U.S. Service Sector Growth Lowest Since April 2014

INDIA

The U.S. nonmanufacturing sector lost some momentum in May, according to data released Wednesday by the Institute for Supply Management. But the report noted employment was still growing, a positive sign ahead of Friday's May payrolls report.

The ISM's nonmanufacturing purchasing managers index came in at 55.7 in May from 57.8 in April. Forecasters surveyed by The Wall Street Journal had expected last month's PMI to be little changed at 57.1.

Earlier Wednesday, data provider Markit said its service-sector composite slowed to 56.2 in May from 57.4 in April.
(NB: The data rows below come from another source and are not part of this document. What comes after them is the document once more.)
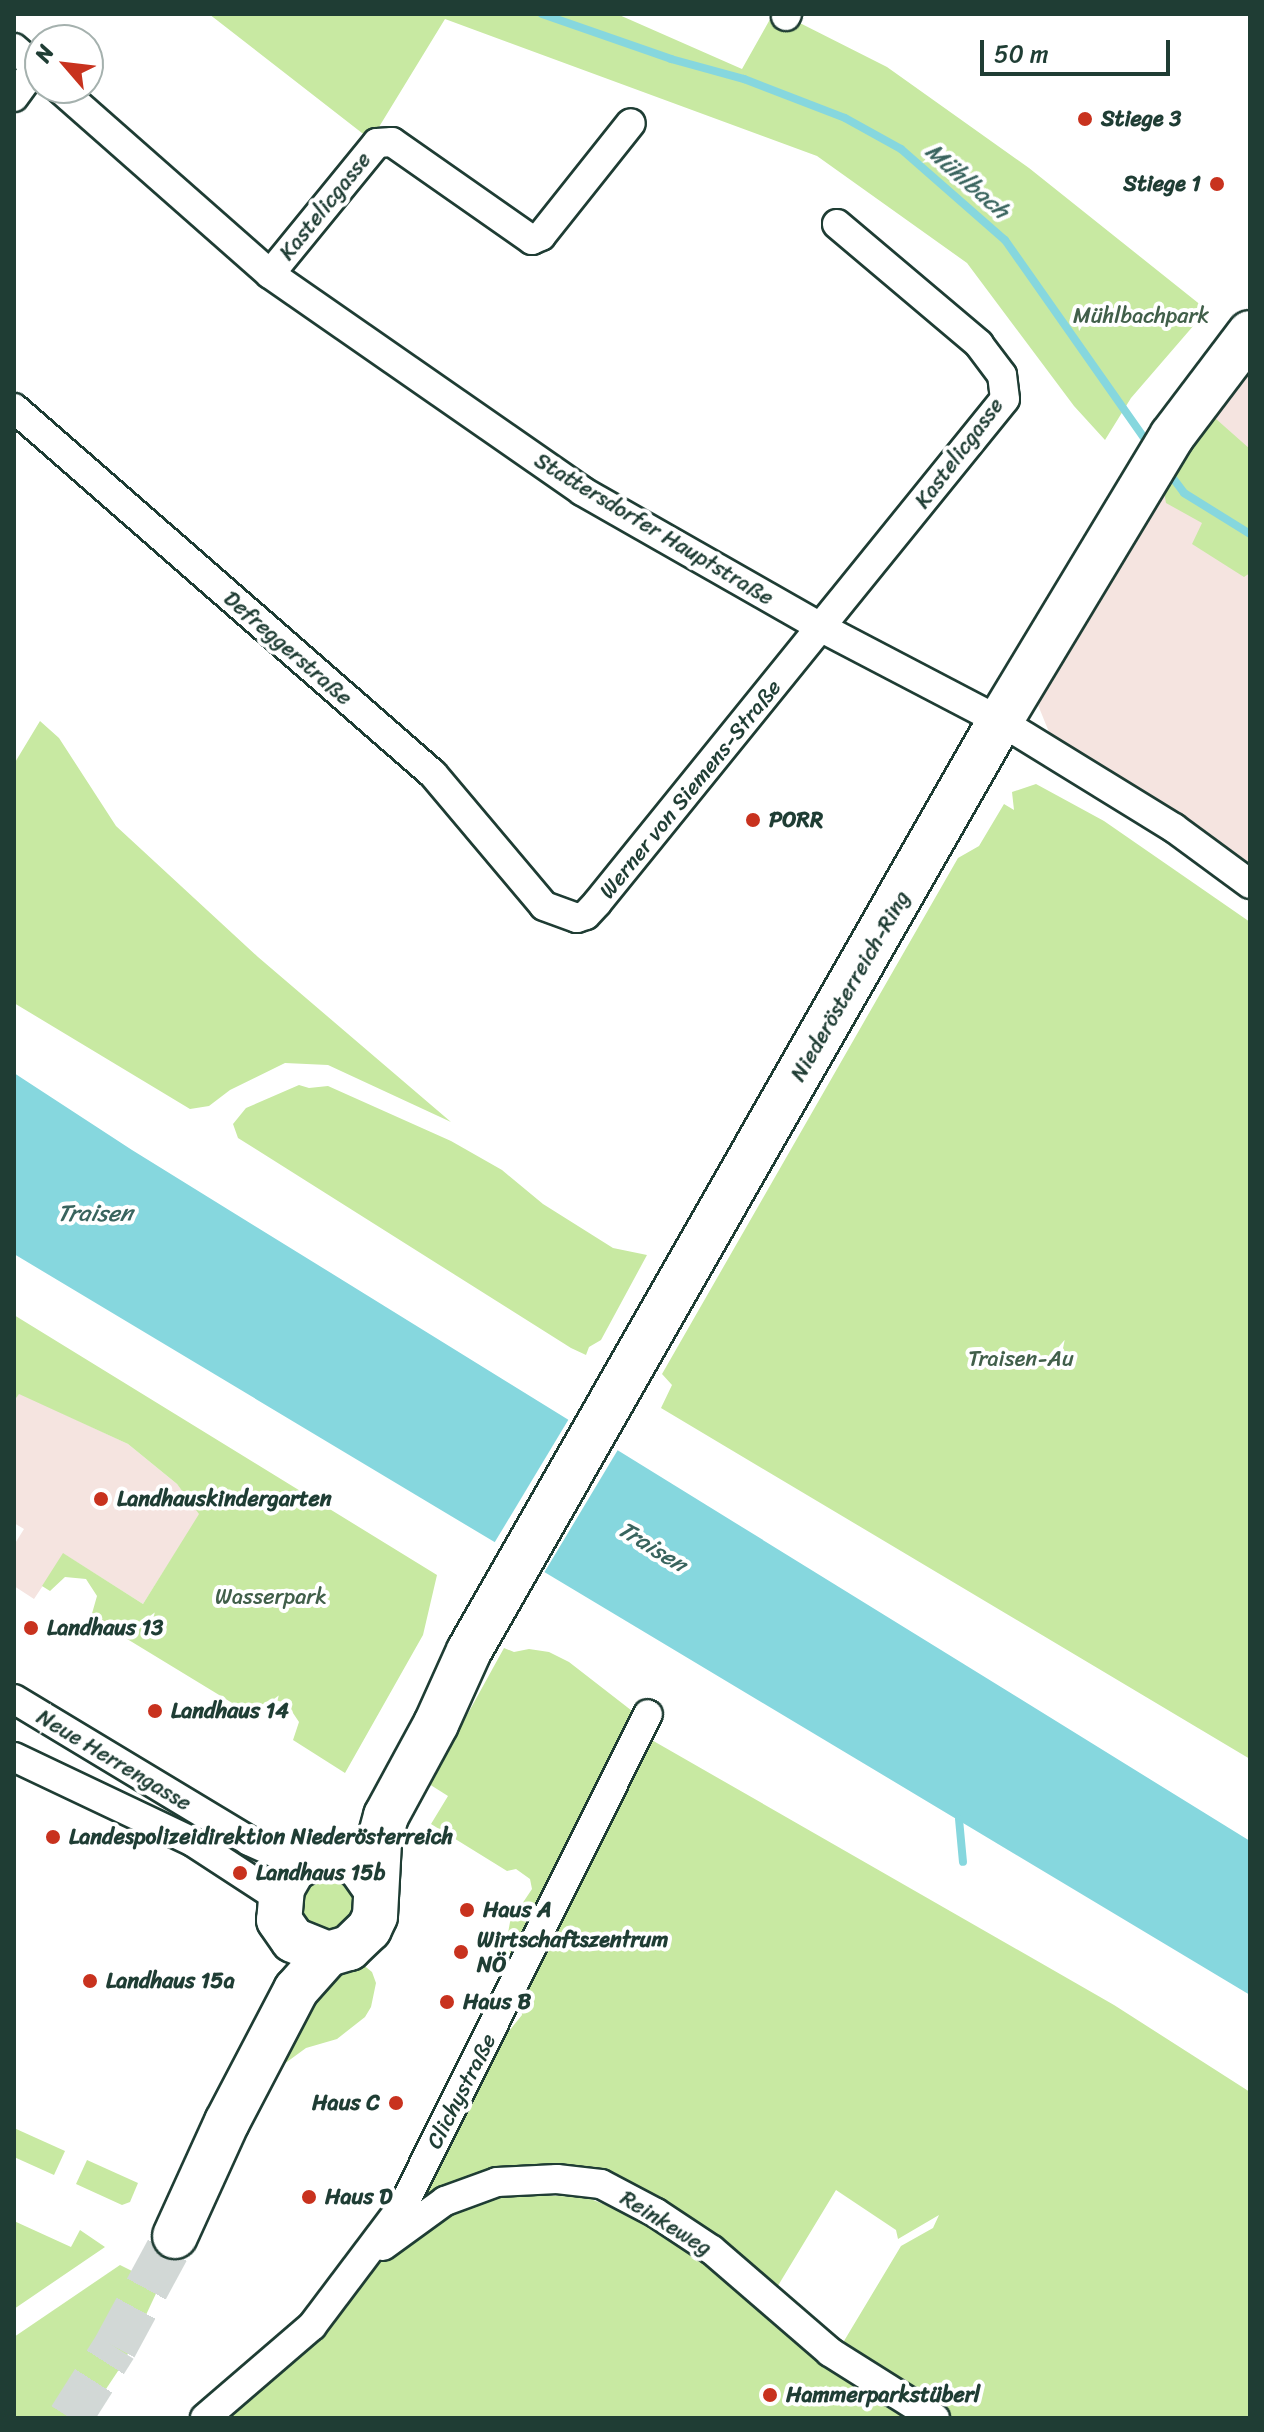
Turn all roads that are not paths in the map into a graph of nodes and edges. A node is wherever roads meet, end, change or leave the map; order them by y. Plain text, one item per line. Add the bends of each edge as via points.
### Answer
1 (77, 104) edge
2 (631, 123) dead end
3 (837, 224) dead end
4 (270, 274) junction
5 (1250, 333) edge
6 (14, 408) edge
7 (822, 628) junction
8 (1000, 721) junction
9 (1250, 884) edge
10 (544, 906) joint
11 (469, 1651) junction
12 (14, 1699) edge
13 (648, 1714) dead end
14 (14, 1757) edge
15 (297, 1887) junction
16 (375, 1888) junction
17 (328, 1954) junction
18 (227, 2122) junction
19 (175, 2236) tunnel mouth
20 (367, 2258) junction
21 (205, 2418) edge
22 (935, 2418) edge

1 - 4 street, Stattersdorfer Hauptstraße
2 - 4 street, Kastelicgasse via 541,236 532,240 392,142 377,143
3 - 7 street, Kastelicgasse via 979,344 1002,375 1005,399
4 - 7 street, Stattersdorfer Hauptstraße via 582,491
5 - 8 main road, Niederösterreich-Ring via 1172,436
6 - 10 street, Defreggerstraße via 433,774
7 - 8 street, Stattersdorfer Hauptstraße
7 - 10 street, Werner von Siemens-Straße via 586,915 570,917
8 - 9 street, Stattersdorfer Hauptstraße via 1174,828
8 - 11 main road, Niederösterreich-Ring
11 - 15 main road, Niederösterreich-Ring via 412,1730 361,1815
11 - 16 main road, Niederösterreich-Ring via 386,1816
12 - 15 street, Neue Herrengasse via 249,1841
13 - 20 street, Clichystraße via 404,2204
14 - 15 street, Neue Herrengasse via 159,1824 242,1872
15 - 16 main road via 361,1868
15 - 17 main road via 303,1947
15 - 18 main road, Niederösterreich-Ring via 281,1964 247,2050
16 - 17 main road, Niederösterreich-Ring via 375,1916 369,1929 349,1948
17 - 18 main road, Niederösterreich-Ring via 296,1990
18 - 19 main road, Niederösterreich-Ring
20 - 21 street, Clichystraße via 312,2326
20 - 22 street, Reinkeweg via 445,2201 497,2182 557,2179 601,2184 712,2250 830,2352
Markit said its employment index showed an acceleration in hiring to the strongest pace since July 2014. As with the ISM, Markit readings above 50 indicate activity is expanding.

In the ISM report, the indexes of various business activities were still quite positive, if not as robust as in April.

Production slowed but not by much after a large gain in April. The business activity/production index fell to 59.5 from 61.6.

The ISM's new orders index slowed to 57.9 last month from 59.2 in April. The exports index jumped to 55.0 after it plunged to 48.5 in April from 59.0 in March.

Like the Markit survey, the ISM report was upbeat about payrolls ahead of Friday's employment report. The ISM employment index fell only a bit to 55.3 from 56.7 in April.

Earlier Wednesday, payroll processor ADP said it estimated U.S. service providers had created 192,000 new jobs in May. That was ADP's highest service-jobs estimate since December 2014.

According to ISM, companies are seeing input prices rising again, after cheap energy held down costs. The ISM prices index increased to 55.9 from 50.1.

The ISM nonmanufacturing report is comprised mainly of comments from service-sector companies that make up the bulk of the U.S. economy, but it also includes construction and public administration.